Mit dem Kleintransporter durch die Gegend fahren und Zigaretten-Automaten auffüllen. Das sei laut Verteidiger Philipp Schulz-Merkel der Traumjob des 26-jährigen Angeklagten aus Erlangen gewesen, der sich am Dienstag wegen Brandstiftung vor dem Landgericht Nürnberg-Fürth verantworten musste.

Im Mai dieses Jahres sind dem Mann mit den kurzen Haaren und den kindlichen Zügen dabei offensichtlich die Sicherungen durchgebrannt. Aus heiterem Himmel soll der Automatenauffüller seinen Kleintransporter in Brand gesetzt haben. An einem Nachmittag im Mai soll der 26-jährige Angeklagte den Wagen während der Arbeit angehalten und fünf Liter Benzin im Führerhaus verteilt und angezündet haben.


Große Scheine in der Hand

Laut Staatsanwältin Nadine Robe habe der Lieferfahrer neben dem Transporter auch Tabak-Waren im Wert von rund 40.000 Euro mit dem Feuer zerstört.

Bevor der Kleinbus lichterloh in Flammen stand, soll sich der Angeklagte mit Bargeld in Höhe von 6000 Euro aus der Firmenkasse versorgt haben. Mit den großen Scheinen in der Hand sei er anschließend zu Fuß zu einem nahen Einkaufszentrum gelaufen. Dort habe er das meiste Geld vor den Augen der verdutzten Passanten zerrissen. Den Rest habe er weggeworfen.

"Ich bin nicht stolz, dass ich das getan habe", sagte der 26-Jährige zum Prozessauftakt. "Ich wollte mit der Aktion zeigen, dass die Welt in Flammen steht." Schaden habe er niemanden zufügen wollen. Deshalb sei er extra in eine Seitenstraße gefahren und habe die Feuerwehr verständigt.

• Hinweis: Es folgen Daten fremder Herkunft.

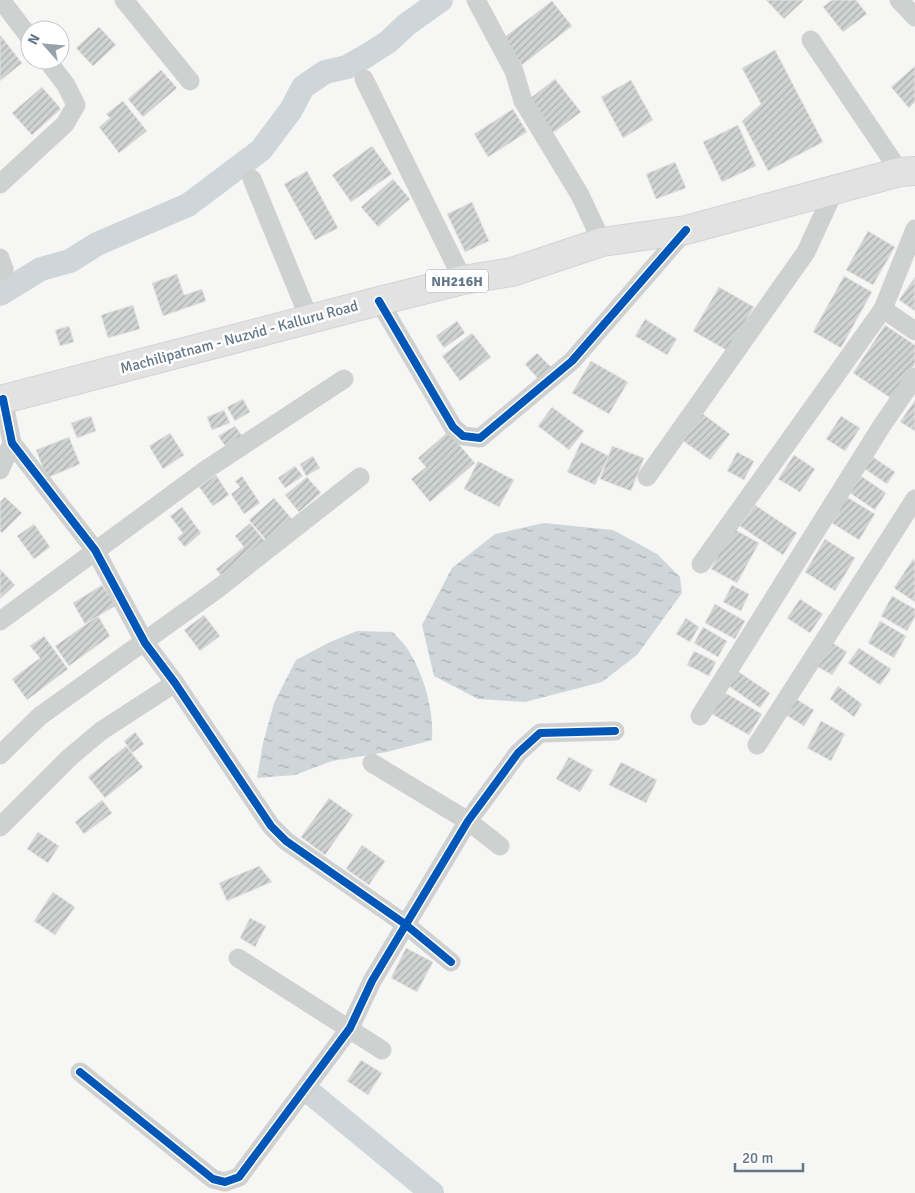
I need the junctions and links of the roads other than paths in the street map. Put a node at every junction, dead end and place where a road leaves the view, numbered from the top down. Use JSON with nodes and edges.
{"nodes":[{"id":1,"x":1,"y":0,"type":"edge"},
{"id":2,"x":124,"y":0,"type":"edge"},
{"id":3,"x":476,"y":0,"type":"edge"},
{"id":4,"x":899,"y":0,"type":"edge"},
{"id":5,"x":915,"y":17,"type":"edge"},
{"id":6,"x":20,"y":25,"type":"edge"},
{"id":7,"x":811,"y":40,"type":"dead end"},
{"id":8,"x":55,"y":70,"type":"edge"},
{"id":9,"x":364,"y":79,"type":"dead end"},
{"id":10,"x":190,"y":81,"type":"dead end"},
{"id":11,"x":907,"y":171,"type":"edge"},
{"id":12,"x":252,"y":179,"type":"dead end"},
{"id":13,"x":0,"y":184,"type":"edge"},
{"id":14,"x":834,"y":191,"type":"junction"},
{"id":15,"x":915,"y":229,"type":"edge"},
{"id":16,"x":686,"y":230,"type":"junction"},
{"id":17,"x":602,"y":242,"type":"junction"},
{"id":18,"x":0,"y":258,"type":"edge"},
{"id":19,"x":0,"y":272,"type":"edge"},
{"id":20,"x":462,"y":280,"type":"junction"},
{"id":21,"x":379,"y":301,"type":"junction"},
{"id":22,"x":883,"y":309,"type":"junction"},
{"id":23,"x":309,"y":318,"type":"junction"},
{"id":24,"x":915,"y":331,"type":"edge"},
{"id":25,"x":915,"y":377,"type":"edge"},
{"id":26,"x":344,"y":378,"type":"dead end"},
{"id":27,"x":1,"y":399,"type":"edge"},
{"id":28,"x":12,"y":443,"type":"junction"},
{"id":29,"x":0,"y":470,"type":"edge"},
{"id":30,"x":646,"y":476,"type":"dead end"},
{"id":31,"x":360,"y":477,"type":"dead end"},
{"id":32,"x":915,"y":499,"type":"edge"},
{"id":33,"x":95,"y":550,"type":"junction"},
{"id":34,"x":701,"y":564,"type":"dead end"},
{"id":35,"x":0,"y":621,"type":"edge"},
{"id":36,"x":145,"y":643,"type":"junction"},
{"id":37,"x":175,"y":683,"type":"junction"},
{"id":38,"x":700,"y":716,"type":"dead end"},
{"id":39,"x":615,"y":731,"type":"dead end"},
{"id":40,"x":757,"y":745,"type":"dead end"},
{"id":41,"x":0,"y":755,"type":"edge"},
{"id":42,"x":372,"y":763,"type":"dead end"},
{"id":43,"x":468,"y":821,"type":"junction"},
{"id":44,"x":0,"y":827,"type":"edge"},
{"id":45,"x":500,"y":846,"type":"dead end"},
{"id":46,"x":405,"y":924,"type":"junction"},
{"id":47,"x":238,"y":958,"type":"dead end"},
{"id":48,"x":451,"y":962,"type":"dead end"},
{"id":49,"x":350,"y":1028,"type":"junction"},
{"id":50,"x":382,"y":1050,"type":"dead end"},
{"id":51,"x":80,"y":1072,"type":"dead end"}],
"edges":[{"from":1,"to":6,"type":"street"},
{"from":2,"to":10,"type":"street"},
{"from":3,"to":17,"type":"street"},
{"from":4,"to":5,"type":"street"},
{"from":7,"to":11,"type":"street"},
{"from":8,"to":13,"type":"street"},
{"from":9,"to":20,"type":"street"},
{"from":11,"to":14,"type":"highway","name":"Machilipatnam - Nuzvid - Kalluru Road","number":"NH216H"},
{"from":12,"to":23,"type":"street"},
{"from":14,"to":16,"type":"highway","name":"Machilipatnam - Nuzvid - Kalluru Road","number":"NH216H"},
{"from":14,"to":30,"type":"street"},
{"from":15,"to":22,"type":"street"},
{"from":16,"to":17,"type":"highway","name":"Machilipatnam - Nuzvid - Kalluru Road","number":"NH216H"},
{"from":16,"to":21,"type":"street"},
{"from":17,"to":20,"type":"highway","name":"Machilipatnam - Nuzvid - Kalluru Road","number":"NH216H"},
{"from":18,"to":19,"type":"street"},
{"from":20,"to":21,"type":"highway","name":"Machilipatnam - Nuzvid - Kalluru Road","number":"NH216H"},
{"from":21,"to":23,"type":"highway","name":"Machilipatnam - Nuzvid - Kalluru Road","number":"NH216H"},
{"from":22,"to":24,"type":"street"},
{"from":22,"to":34,"type":"street"},
{"from":23,"to":27,"type":"highway","name":"Machilipatnam - Nuzvid - Kalluru Road","number":"NH216H"},
{"from":25,"to":38,"type":"street"},
{"from":26,"to":33,"type":"street"},
{"from":27,"to":28,"type":"street"},
{"from":28,"to":29,"type":"street"},
{"from":28,"to":33,"type":"street"},
{"from":31,"to":36,"type":"street"},
{"from":32,"to":40,"type":"street"},
{"from":33,"to":35,"type":"street"},
{"from":33,"to":36,"type":"street"},
{"from":36,"to":37,"type":"street"},
{"from":36,"to":41,"type":"street"},
{"from":37,"to":44,"type":"street"},
{"from":37,"to":46,"type":"street"},
{"from":39,"to":43,"type":"street"},
{"from":42,"to":43,"type":"street"},
{"from":43,"to":45,"type":"street"},
{"from":43,"to":46,"type":"street"},
{"from":46,"to":48,"type":"street"},
{"from":46,"to":49,"type":"street"},
{"from":47,"to":49,"type":"street"},
{"from":49,"to":50,"type":"street"},
{"from":49,"to":51,"type":"street"}]}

"Ich wollte zeigen, dass Geld nicht alles ist": Die Massenmedien würden der Öffentlichkeit beispielsweise zur Bankenkrise nicht die Wahrheit sagen. "Das Fernsehen verschweigt uns alles", sagte der Angeklagte vor Gericht. Außerdem ärgere er sich darüber, dass die deutschen Bauern durch mächtige Supermarkt-Ketten immer stärker in den Ruin getrieben würden. "Das stimmt", sagt der Richter und fragt: "Was haben die Bauern mit dem brennenden Auto zu tun?" Nicht so viel, gibt sich der Angeklagte zum ersten Mal kleinlaut. Anschließend wiederholt der Angeklagte, dass er die Tat bedauere. "Ich will für den Schaden aufkommen", kündigte der 26-Jährige an. "Womit denn?", fragt der Richter im Hinblick auf den satten Gesamtschaden von rund 50.000 Euro. "In Ratenzahlungen", antwortet der Angeklagte, der laut Staatsanwaltschaft unter einer "paranoiden Schizophrenie" leide und seit seiner Verhaftung in einer forensischen Klinik untergebracht ist.

Der Beschuldigte seit laut Anklageschrift aufgrund seiner psychischen Erkrankung nicht in der Lage, das Unrecht der Tat einzusehen. Infolge seines Zustandes seien vom Angeklagten laut Staatsanwältin weiterhin erhebliche rechtswidrige Taten zu erwarten. Nadine Robe sagte, der 26-Jährige sei gefährlich für die Allgemeinheit. Diese ist Voraussetzung für eine Unterbringung in einem psychiatrischen Krankenhaus nach Paragraf 63 des Strafgesetzbuches.

Die Staatsanwältin plädierte nach kurzen Zeugenvernehmungen und den Ausführungen des Sachverständigen, Michael Wörthmüller, zum Gesundheitszustand des Angeklagten. Demnach sei der Angeklagte zwar auf dem Weg der Besserung. Bis er seelisch aber wieder ganz gesund sei, sei eine Unterbringung des Automatenauffüllers in einer forensischen Klinik geboten. Der Verteidiger plädierte für ein Bewährungsurteil. Am Ende folgte der Richter der Anklage und der Meinung des Sachverständigen und ordnete eine Unterbringung in einer Klinik an. Nach Auffassung des Gerichts ist der 26-Jährige aufgrund einer seelischen Störung nicht schuldfähig. Die Unterbringungsdauer richtet sich nach dem Heilungsprozess, der regelmäßig kontrolliert wird.